◆ EXERCISE: What lines of the data below hold the string "roads"? Copy each one out.

◆ DATASET:
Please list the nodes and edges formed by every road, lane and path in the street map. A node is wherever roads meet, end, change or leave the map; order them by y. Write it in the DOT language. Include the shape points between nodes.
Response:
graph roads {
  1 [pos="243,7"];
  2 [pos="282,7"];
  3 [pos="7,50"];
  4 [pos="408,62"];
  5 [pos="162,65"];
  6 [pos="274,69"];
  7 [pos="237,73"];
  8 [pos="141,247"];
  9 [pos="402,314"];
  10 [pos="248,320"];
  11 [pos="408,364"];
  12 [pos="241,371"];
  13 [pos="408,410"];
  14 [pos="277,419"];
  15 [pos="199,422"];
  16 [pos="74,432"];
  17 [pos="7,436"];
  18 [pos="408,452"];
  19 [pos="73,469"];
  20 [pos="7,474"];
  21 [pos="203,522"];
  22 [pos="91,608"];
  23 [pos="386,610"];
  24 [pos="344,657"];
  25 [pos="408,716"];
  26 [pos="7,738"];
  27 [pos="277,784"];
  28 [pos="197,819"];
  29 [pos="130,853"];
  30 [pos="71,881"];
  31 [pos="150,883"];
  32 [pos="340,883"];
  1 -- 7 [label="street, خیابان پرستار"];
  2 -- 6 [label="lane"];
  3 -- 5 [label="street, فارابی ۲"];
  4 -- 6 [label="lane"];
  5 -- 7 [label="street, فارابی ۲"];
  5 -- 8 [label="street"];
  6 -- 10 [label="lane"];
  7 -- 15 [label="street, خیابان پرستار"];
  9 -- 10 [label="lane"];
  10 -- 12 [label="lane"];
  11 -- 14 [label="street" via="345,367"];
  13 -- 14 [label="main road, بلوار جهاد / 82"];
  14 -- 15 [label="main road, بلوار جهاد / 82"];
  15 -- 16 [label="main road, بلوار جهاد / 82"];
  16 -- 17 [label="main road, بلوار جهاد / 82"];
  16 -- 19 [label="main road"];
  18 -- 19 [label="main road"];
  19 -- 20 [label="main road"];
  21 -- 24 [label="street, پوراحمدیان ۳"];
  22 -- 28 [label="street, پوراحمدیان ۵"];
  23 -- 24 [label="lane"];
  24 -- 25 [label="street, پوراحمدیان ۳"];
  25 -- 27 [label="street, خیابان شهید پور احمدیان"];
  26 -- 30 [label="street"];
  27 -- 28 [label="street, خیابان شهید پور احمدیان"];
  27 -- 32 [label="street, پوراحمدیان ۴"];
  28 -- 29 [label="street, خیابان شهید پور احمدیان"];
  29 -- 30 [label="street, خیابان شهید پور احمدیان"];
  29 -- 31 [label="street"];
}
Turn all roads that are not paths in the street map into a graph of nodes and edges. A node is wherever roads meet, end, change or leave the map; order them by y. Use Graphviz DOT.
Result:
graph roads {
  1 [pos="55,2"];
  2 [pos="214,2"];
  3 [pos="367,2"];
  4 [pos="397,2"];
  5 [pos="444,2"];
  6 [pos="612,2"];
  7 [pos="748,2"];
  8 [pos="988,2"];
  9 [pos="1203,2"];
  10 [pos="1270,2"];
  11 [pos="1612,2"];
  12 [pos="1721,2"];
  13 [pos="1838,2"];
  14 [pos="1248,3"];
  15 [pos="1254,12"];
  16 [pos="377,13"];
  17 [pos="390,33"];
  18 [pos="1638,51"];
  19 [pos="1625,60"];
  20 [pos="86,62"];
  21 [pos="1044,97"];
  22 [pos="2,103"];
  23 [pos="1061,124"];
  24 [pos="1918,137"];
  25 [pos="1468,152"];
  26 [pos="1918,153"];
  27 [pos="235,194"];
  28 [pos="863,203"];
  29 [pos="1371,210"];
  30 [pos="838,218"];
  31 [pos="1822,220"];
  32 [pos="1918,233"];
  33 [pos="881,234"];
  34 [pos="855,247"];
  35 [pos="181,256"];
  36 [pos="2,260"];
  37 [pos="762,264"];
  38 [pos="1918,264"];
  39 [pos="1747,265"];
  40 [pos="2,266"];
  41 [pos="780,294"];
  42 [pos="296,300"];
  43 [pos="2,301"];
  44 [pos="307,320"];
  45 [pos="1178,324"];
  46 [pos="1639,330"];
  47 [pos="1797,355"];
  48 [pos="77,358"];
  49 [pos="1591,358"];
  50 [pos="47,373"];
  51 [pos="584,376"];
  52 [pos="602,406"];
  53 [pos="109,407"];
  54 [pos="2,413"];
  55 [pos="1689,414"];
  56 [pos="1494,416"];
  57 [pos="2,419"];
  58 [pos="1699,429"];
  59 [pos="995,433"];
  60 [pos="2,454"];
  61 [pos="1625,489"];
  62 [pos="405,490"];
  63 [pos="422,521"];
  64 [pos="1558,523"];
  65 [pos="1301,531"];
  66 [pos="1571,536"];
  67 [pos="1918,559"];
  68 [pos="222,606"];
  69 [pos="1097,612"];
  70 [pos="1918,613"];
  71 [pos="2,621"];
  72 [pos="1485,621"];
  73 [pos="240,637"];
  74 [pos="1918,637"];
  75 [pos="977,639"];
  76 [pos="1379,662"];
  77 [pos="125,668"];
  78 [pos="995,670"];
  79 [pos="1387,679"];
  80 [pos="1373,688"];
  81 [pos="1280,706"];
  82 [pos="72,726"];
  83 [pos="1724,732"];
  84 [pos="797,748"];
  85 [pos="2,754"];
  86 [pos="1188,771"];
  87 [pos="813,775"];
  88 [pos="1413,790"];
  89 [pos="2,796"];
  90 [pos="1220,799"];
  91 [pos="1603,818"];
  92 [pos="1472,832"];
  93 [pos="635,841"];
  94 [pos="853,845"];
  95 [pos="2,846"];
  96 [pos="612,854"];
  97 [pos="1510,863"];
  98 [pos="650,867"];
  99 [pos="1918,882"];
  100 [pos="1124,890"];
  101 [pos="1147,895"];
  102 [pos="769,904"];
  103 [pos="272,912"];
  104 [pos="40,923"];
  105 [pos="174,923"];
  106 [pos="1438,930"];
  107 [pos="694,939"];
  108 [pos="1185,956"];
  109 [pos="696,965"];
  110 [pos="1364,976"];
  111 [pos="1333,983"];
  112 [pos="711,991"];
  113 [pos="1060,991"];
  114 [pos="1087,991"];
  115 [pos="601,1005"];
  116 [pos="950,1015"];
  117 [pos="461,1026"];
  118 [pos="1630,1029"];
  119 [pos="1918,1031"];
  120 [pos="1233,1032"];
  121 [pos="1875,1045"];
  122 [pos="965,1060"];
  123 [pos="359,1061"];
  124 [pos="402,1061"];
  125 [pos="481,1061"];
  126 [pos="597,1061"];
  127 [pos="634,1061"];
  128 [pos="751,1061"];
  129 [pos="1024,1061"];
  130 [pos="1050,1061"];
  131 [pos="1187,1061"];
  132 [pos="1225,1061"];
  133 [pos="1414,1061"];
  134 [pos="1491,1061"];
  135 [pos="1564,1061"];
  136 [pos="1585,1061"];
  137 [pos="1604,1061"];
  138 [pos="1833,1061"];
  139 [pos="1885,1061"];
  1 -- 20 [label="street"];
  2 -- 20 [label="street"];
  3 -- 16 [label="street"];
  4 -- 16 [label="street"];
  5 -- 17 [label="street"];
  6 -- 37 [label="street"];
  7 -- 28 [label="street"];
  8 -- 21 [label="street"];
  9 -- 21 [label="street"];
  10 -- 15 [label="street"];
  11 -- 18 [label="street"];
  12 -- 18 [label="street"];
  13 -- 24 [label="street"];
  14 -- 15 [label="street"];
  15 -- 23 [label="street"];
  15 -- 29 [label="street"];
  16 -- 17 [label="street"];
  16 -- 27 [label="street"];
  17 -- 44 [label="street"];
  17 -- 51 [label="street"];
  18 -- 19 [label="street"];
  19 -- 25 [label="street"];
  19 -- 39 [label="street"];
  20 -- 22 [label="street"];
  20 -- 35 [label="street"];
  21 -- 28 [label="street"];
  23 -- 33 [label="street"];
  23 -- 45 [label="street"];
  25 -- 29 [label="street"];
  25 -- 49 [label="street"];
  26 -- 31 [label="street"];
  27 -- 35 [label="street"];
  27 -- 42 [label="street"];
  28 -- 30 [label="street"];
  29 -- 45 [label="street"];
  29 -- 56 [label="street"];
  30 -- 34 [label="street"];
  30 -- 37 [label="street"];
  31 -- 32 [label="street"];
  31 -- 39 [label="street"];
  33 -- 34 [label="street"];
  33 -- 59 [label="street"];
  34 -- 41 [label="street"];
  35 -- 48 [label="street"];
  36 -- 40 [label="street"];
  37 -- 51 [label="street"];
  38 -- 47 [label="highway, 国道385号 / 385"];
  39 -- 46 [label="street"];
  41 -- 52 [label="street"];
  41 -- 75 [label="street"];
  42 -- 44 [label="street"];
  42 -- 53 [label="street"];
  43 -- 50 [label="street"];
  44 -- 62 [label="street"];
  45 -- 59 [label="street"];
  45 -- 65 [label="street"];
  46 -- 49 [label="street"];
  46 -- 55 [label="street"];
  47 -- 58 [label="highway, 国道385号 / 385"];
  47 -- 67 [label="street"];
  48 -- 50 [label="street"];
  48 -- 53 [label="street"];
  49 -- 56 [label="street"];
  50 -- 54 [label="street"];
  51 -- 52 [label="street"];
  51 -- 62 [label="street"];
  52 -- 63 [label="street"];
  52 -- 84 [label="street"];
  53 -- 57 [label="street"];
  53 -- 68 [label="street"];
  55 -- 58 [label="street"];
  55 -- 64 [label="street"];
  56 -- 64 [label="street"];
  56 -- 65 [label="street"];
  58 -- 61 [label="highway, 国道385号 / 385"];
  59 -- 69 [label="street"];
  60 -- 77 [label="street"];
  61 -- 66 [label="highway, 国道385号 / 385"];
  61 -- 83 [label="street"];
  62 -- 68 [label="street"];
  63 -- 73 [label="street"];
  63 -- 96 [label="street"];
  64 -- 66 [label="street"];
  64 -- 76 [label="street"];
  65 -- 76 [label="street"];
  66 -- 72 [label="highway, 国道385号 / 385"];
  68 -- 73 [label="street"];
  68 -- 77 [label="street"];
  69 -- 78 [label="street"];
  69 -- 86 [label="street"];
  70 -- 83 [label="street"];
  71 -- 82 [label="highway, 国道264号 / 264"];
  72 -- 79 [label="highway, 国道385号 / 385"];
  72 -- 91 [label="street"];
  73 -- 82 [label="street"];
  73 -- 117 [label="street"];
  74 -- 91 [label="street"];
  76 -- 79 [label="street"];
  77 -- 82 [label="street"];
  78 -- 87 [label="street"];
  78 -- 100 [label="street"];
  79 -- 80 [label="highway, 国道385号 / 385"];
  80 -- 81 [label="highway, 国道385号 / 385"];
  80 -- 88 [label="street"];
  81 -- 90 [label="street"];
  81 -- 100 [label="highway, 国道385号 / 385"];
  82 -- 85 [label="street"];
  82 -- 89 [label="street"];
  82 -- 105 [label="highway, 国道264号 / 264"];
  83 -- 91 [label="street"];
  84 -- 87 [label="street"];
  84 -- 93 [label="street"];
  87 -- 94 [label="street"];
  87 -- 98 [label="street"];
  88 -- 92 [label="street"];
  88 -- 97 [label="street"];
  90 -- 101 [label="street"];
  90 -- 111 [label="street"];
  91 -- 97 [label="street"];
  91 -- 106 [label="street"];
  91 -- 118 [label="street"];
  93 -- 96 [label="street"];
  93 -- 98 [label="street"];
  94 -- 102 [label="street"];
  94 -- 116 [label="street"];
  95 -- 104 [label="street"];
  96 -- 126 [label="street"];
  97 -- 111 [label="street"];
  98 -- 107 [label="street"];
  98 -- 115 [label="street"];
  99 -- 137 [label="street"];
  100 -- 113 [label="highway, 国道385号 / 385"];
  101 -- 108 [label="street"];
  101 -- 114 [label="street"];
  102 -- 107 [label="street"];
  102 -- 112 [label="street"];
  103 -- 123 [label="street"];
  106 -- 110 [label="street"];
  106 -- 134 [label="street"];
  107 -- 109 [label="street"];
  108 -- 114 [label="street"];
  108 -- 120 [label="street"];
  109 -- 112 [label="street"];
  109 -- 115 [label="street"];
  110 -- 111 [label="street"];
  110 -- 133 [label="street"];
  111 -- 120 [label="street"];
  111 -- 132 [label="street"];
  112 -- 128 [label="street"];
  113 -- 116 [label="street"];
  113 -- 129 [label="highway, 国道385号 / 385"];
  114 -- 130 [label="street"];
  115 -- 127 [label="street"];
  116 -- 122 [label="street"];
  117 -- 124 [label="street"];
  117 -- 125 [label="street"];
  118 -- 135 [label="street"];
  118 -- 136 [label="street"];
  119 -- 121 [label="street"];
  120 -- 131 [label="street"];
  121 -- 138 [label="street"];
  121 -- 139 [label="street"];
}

◆ OUTPUT OF THE EXERCISE:
Please list the nodes and edges formed by every road, lane and path in the street map. A node is wherever roads meet, end, change or leave the map; order them by y. Write it in the DOT language. Include the shape points between nodes.
graph roads {
Turn all roads that are not paths in the street map into a graph of nodes and edges. A node is wherever roads meet, end, change or leave the map; order them by y. Use Graphviz DOT.
graph roads {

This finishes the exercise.